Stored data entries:

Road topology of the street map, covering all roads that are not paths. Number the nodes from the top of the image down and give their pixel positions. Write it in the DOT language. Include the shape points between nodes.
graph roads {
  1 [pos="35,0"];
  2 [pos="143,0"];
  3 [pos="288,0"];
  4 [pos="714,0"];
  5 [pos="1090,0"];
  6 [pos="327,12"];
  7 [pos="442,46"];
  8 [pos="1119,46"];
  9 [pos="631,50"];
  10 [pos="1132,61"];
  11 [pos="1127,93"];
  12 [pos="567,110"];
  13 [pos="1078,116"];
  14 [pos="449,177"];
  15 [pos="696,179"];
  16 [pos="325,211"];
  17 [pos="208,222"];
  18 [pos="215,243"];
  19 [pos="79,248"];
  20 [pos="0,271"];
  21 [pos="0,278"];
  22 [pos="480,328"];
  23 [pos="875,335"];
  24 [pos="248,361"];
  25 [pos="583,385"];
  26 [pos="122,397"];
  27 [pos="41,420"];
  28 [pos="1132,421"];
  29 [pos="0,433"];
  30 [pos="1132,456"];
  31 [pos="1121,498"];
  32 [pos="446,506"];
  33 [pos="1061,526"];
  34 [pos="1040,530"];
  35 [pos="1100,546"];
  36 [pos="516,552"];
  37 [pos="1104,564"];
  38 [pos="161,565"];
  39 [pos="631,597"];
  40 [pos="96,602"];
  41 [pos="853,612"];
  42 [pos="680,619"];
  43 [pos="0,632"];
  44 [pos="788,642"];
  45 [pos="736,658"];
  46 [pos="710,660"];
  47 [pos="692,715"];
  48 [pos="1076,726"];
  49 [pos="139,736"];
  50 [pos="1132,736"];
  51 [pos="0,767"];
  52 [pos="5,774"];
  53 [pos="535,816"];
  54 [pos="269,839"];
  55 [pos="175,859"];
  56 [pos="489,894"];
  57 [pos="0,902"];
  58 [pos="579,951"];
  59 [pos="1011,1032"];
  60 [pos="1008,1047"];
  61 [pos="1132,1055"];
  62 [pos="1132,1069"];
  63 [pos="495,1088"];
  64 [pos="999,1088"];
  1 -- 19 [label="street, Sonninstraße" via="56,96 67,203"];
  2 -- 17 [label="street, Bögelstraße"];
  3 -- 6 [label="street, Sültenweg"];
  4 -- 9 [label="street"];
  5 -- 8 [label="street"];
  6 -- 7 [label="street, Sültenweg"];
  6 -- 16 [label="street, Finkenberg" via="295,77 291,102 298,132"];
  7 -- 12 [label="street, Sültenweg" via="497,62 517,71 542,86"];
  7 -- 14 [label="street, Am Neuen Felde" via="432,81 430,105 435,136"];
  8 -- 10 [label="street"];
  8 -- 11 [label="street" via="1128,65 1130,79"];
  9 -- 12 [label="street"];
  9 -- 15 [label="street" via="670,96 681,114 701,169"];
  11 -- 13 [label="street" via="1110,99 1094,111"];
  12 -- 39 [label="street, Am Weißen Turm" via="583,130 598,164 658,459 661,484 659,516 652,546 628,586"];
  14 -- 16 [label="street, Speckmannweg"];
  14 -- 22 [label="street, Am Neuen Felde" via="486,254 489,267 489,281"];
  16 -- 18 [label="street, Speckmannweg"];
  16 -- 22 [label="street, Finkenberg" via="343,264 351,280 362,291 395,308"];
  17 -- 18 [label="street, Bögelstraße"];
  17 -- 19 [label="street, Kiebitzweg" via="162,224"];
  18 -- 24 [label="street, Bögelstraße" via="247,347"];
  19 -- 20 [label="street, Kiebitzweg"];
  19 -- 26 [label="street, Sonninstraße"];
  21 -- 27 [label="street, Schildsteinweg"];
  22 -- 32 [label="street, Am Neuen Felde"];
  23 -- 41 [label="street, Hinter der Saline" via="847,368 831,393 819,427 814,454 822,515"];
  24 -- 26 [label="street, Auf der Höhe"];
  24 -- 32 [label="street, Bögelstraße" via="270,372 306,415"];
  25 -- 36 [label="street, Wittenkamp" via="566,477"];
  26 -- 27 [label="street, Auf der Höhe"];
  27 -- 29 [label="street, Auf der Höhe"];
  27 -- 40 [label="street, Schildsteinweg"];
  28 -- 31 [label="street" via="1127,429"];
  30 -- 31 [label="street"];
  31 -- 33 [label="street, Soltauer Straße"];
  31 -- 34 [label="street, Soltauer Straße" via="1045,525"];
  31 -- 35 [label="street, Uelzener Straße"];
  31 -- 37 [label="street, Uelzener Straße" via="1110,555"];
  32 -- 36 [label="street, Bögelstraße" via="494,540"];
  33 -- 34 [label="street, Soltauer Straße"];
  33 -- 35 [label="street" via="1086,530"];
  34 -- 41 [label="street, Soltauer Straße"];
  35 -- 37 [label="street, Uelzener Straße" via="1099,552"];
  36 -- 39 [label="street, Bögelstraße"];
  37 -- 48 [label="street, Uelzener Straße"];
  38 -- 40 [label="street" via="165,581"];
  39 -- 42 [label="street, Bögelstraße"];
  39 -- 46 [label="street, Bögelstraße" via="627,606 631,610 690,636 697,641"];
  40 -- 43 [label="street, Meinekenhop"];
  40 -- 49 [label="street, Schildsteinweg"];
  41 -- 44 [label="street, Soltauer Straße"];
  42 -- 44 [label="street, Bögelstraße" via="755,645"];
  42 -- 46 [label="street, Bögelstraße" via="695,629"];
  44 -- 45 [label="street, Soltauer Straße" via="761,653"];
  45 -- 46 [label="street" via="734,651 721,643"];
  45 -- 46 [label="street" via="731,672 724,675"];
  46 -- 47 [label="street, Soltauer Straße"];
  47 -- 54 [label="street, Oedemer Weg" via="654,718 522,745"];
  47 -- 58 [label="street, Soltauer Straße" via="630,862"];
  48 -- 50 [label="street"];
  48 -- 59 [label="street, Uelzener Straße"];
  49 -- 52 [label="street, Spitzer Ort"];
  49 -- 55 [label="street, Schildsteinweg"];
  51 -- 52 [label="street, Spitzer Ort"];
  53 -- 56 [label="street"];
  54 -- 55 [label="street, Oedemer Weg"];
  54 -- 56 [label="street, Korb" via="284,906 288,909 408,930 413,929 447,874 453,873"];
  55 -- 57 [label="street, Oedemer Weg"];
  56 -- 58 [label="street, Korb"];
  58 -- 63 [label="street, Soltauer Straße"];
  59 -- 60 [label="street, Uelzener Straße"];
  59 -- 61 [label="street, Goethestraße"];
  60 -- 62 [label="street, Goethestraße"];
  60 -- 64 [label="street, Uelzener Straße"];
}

REQUIRED ACTION → Every entry, written out exactly, is what the response should contain.

WRITTEN SOLUTION →
Road topology of the street map, covering all roads that are not paths. Number the nodes from the top of the image down and give their pixel positions. Write it in the DOT language. Include the shape points between nodes.
graph roads {
  1 [pos="35,0"];
  2 [pos="143,0"];
  3 [pos="288,0"];
  4 [pos="714,0"];
  5 [pos="1090,0"];
  6 [pos="327,12"];
  7 [pos="442,46"];
  8 [pos="1119,46"];
  9 [pos="631,50"];
  10 [pos="1132,61"];
  11 [pos="1127,93"];
  12 [pos="567,110"];
  13 [pos="1078,116"];
  14 [pos="449,177"];
  15 [pos="696,179"];
  16 [pos="325,211"];
  17 [pos="208,222"];
  18 [pos="215,243"];
  19 [pos="79,248"];
  20 [pos="0,271"];
  21 [pos="0,278"];
  22 [pos="480,328"];
  23 [pos="875,335"];
  24 [pos="248,361"];
  25 [pos="583,385"];
  26 [pos="122,397"];
  27 [pos="41,420"];
  28 [pos="1132,421"];
  29 [pos="0,433"];
  30 [pos="1132,456"];
  31 [pos="1121,498"];
  32 [pos="446,506"];
  33 [pos="1061,526"];
  34 [pos="1040,530"];
  35 [pos="1100,546"];
  36 [pos="516,552"];
  37 [pos="1104,564"];
  38 [pos="161,565"];
  39 [pos="631,597"];
  40 [pos="96,602"];
  41 [pos="853,612"];
  42 [pos="680,619"];
  43 [pos="0,632"];
  44 [pos="788,642"];
  45 [pos="736,658"];
  46 [pos="710,660"];
  47 [pos="692,715"];
  48 [pos="1076,726"];
  49 [pos="139,736"];
  50 [pos="1132,736"];
  51 [pos="0,767"];
  52 [pos="5,774"];
  53 [pos="535,816"];
  54 [pos="269,839"];
  55 [pos="175,859"];
  56 [pos="489,894"];
  57 [pos="0,902"];
  58 [pos="579,951"];
  59 [pos="1011,1032"];
  60 [pos="1008,1047"];
  61 [pos="1132,1055"];
  62 [pos="1132,1069"];
  63 [pos="495,1088"];
  64 [pos="999,1088"];
  1 -- 19 [label="street, Sonninstraße" via="56,96 67,203"];
  2 -- 17 [label="street, Bögelstraße"];
  3 -- 6 [label="street, Sültenweg"];
  4 -- 9 [label="street"];
  5 -- 8 [label="street"];
  6 -- 7 [label="street, Sültenweg"];
  6 -- 16 [label="street, Finkenberg" via="295,77 291,102 298,132"];
  7 -- 12 [label="street, Sültenweg" via="497,62 517,71 542,86"];
  7 -- 14 [label="street, Am Neuen Felde" via="432,81 430,105 435,136"];
  8 -- 10 [label="street"];
  8 -- 11 [label="street" via="1128,65 1130,79"];
  9 -- 12 [label="street"];
  9 -- 15 [label="street" via="670,96 681,114 701,169"];
  11 -- 13 [label="street" via="1110,99 1094,111"];
  12 -- 39 [label="street, Am Weißen Turm" via="583,130 598,164 658,459 661,484 659,516 652,546 628,586"];
  14 -- 16 [label="street, Speckmannweg"];
  14 -- 22 [label="street, Am Neuen Felde" via="486,254 489,267 489,281"];
  16 -- 18 [label="street, Speckmannweg"];
  16 -- 22 [label="street, Finkenberg" via="343,264 351,280 362,291 395,308"];
  17 -- 18 [label="street, Bögelstraße"];
  17 -- 19 [label="street, Kiebitzweg" via="162,224"];
  18 -- 24 [label="street, Bögelstraße" via="247,347"];
  19 -- 20 [label="street, Kiebitzweg"];
  19 -- 26 [label="street, Sonninstraße"];
  21 -- 27 [label="street, Schildsteinweg"];
  22 -- 32 [label="street, Am Neuen Felde"];
  23 -- 41 [label="street, Hinter der Saline" via="847,368 831,393 819,427 814,454 822,515"];
  24 -- 26 [label="street, Auf der Höhe"];
  24 -- 32 [label="street, Bögelstraße" via="270,372 306,415"];
  25 -- 36 [label="street, Wittenkamp" via="566,477"];
  26 -- 27 [label="street, Auf der Höhe"];
  27 -- 29 [label="street, Auf der Höhe"];
  27 -- 40 [label="street, Schildsteinweg"];
  28 -- 31 [label="street" via="1127,429"];
  30 -- 31 [label="street"];
  31 -- 33 [label="street, Soltauer Straße"];
  31 -- 34 [label="street, Soltauer Straße" via="1045,525"];
  31 -- 35 [label="street, Uelzener Straße"];
  31 -- 37 [label="street, Uelzener Straße" via="1110,555"];
  32 -- 36 [label="street, Bögelstraße" via="494,540"];
  33 -- 34 [label="street, Soltauer Straße"];
  33 -- 35 [label="street" via="1086,530"];
  34 -- 41 [label="street, Soltauer Straße"];
  35 -- 37 [label="street, Uelzener Straße" via="1099,552"];
  36 -- 39 [label="street, Bögelstraße"];
  37 -- 48 [label="street, Uelzener Straße"];
  38 -- 40 [label="street" via="165,581"];
  39 -- 42 [label="street, Bögelstraße"];
  39 -- 46 [label="street, Bögelstraße" via="627,606 631,610 690,636 697,641"];
  40 -- 43 [label="street, Meinekenhop"];
  40 -- 49 [label="street, Schildsteinweg"];
  41 -- 44 [label="street, Soltauer Straße"];
  42 -- 44 [label="street, Bögelstraße" via="755,645"];
  42 -- 46 [label="street, Bögelstraße" via="695,629"];
  44 -- 45 [label="street, Soltauer Straße" via="761,653"];
  45 -- 46 [label="street" via="734,651 721,643"];
  45 -- 46 [label="street" via="731,672 724,675"];
  46 -- 47 [label="street, Soltauer Straße"];
  47 -- 54 [label="street, Oedemer Weg" via="654,718 522,745"];
  47 -- 58 [label="street, Soltauer Straße" via="630,862"];
  48 -- 50 [label="street"];
  48 -- 59 [label="street, Uelzener Straße"];
  49 -- 52 [label="street, Spitzer Ort"];
  49 -- 55 [label="street, Schildsteinweg"];
  51 -- 52 [label="street, Spitzer Ort"];
  53 -- 56 [label="street"];
  54 -- 55 [label="street, Oedemer Weg"];
  54 -- 56 [label="street, Korb" via="284,906 288,909 408,930 413,929 447,874 453,873"];
  55 -- 57 [label="street, Oedemer Weg"];
  56 -- 58 [label="street, Korb"];
  58 -- 63 [label="street, Soltauer Straße"];
  59 -- 60 [label="street, Uelzener Straße"];
  59 -- 61 [label="street, Goethestraße"];
  60 -- 62 [label="street, Goethestraße"];
  60 -- 64 [label="street, Uelzener Straße"];
}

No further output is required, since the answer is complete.